- TASK TO CARRY OUT
Report every line of the records that includes the word "dead".

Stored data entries
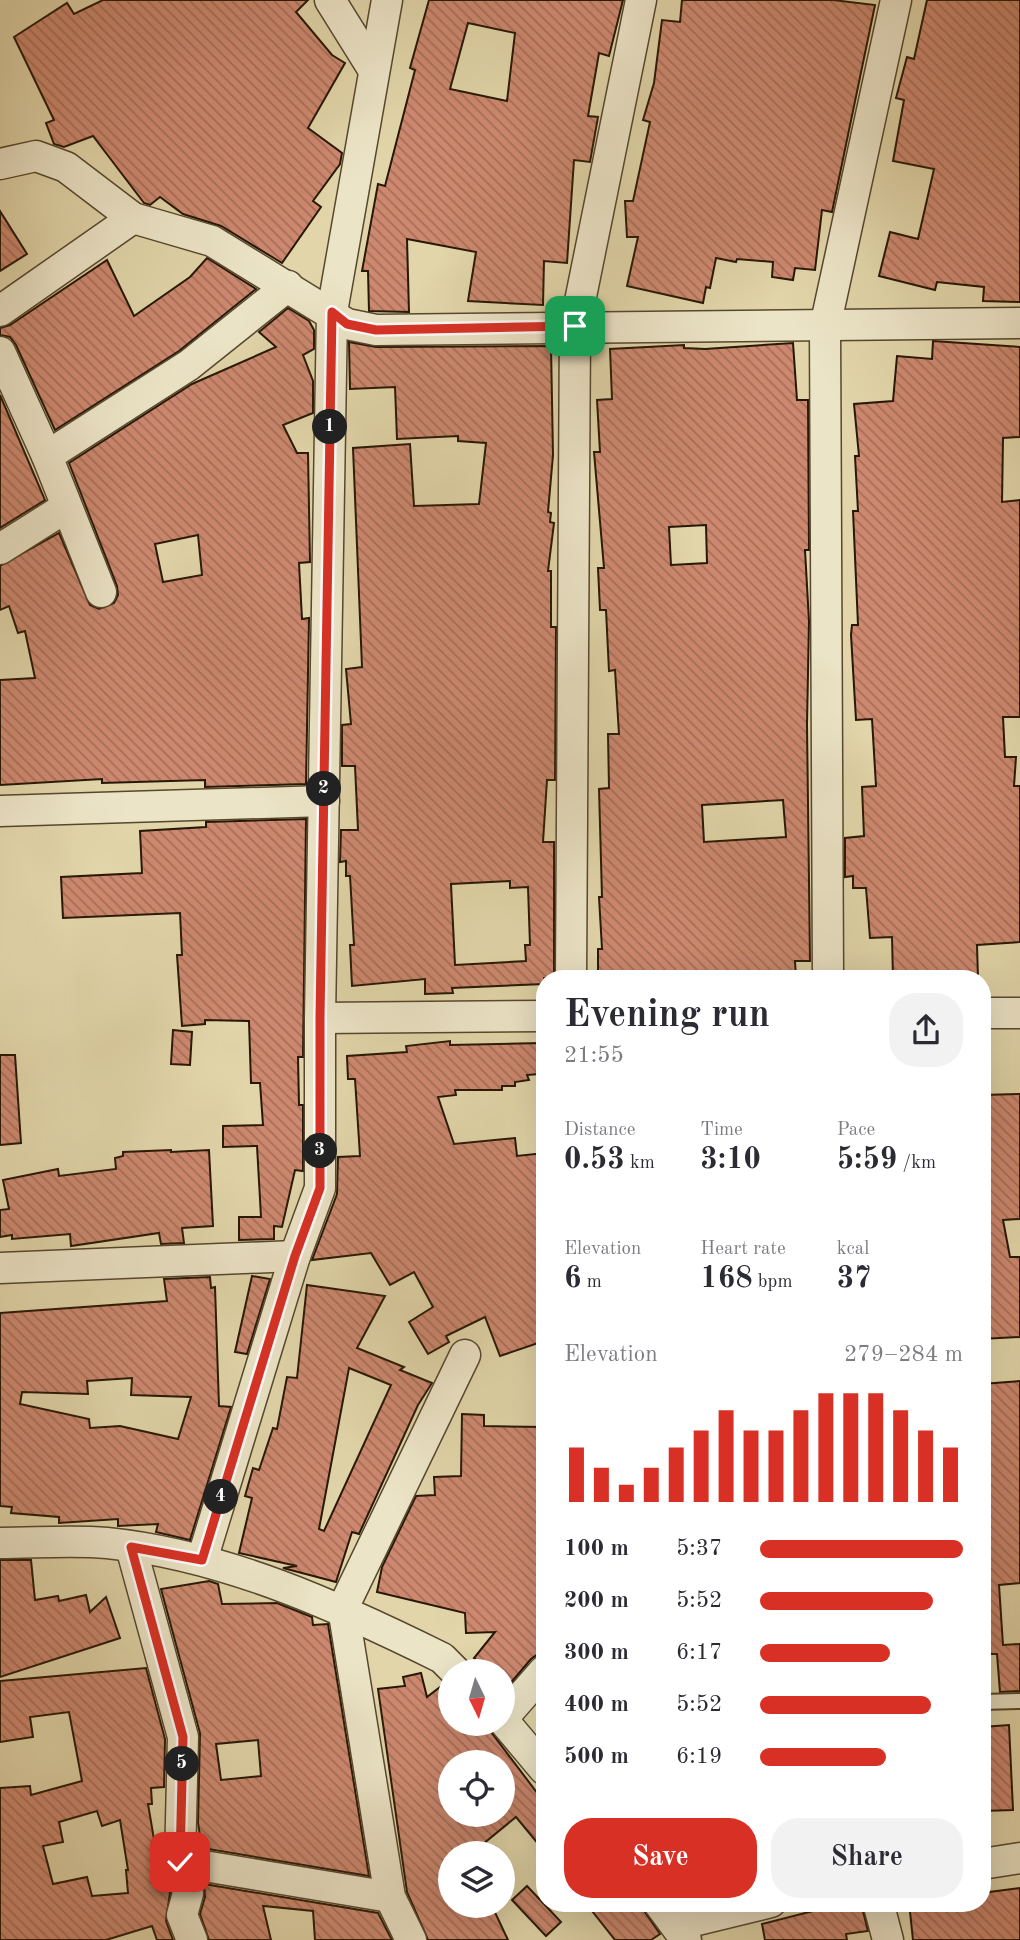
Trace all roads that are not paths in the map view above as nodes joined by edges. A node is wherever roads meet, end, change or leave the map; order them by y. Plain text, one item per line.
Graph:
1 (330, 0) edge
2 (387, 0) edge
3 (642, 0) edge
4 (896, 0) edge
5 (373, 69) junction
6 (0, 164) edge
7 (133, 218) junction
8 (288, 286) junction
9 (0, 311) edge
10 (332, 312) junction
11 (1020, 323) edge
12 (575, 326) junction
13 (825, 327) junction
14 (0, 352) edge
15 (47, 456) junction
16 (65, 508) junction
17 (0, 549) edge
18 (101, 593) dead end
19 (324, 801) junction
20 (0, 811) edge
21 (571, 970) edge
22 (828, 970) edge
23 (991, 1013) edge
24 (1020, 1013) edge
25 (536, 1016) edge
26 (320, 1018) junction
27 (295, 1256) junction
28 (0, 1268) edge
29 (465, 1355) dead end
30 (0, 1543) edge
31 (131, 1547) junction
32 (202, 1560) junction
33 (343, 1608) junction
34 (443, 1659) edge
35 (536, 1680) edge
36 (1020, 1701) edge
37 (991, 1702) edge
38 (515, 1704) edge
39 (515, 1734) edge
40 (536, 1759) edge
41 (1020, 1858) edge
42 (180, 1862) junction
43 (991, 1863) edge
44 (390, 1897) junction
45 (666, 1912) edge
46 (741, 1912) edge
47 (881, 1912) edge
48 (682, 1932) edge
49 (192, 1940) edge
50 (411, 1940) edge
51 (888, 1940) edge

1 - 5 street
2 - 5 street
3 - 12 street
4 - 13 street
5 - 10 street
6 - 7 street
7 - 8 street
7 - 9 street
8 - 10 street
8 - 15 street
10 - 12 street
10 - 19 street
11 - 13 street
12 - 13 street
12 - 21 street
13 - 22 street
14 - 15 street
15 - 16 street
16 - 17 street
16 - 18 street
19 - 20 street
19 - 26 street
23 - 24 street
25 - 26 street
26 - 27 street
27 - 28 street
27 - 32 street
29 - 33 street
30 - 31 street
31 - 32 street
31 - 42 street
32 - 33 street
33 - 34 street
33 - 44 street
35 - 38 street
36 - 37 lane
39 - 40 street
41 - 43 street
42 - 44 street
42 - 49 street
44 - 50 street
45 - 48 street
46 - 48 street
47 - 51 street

- RESULT
18 (101, 593) dead end
29 (465, 1355) dead end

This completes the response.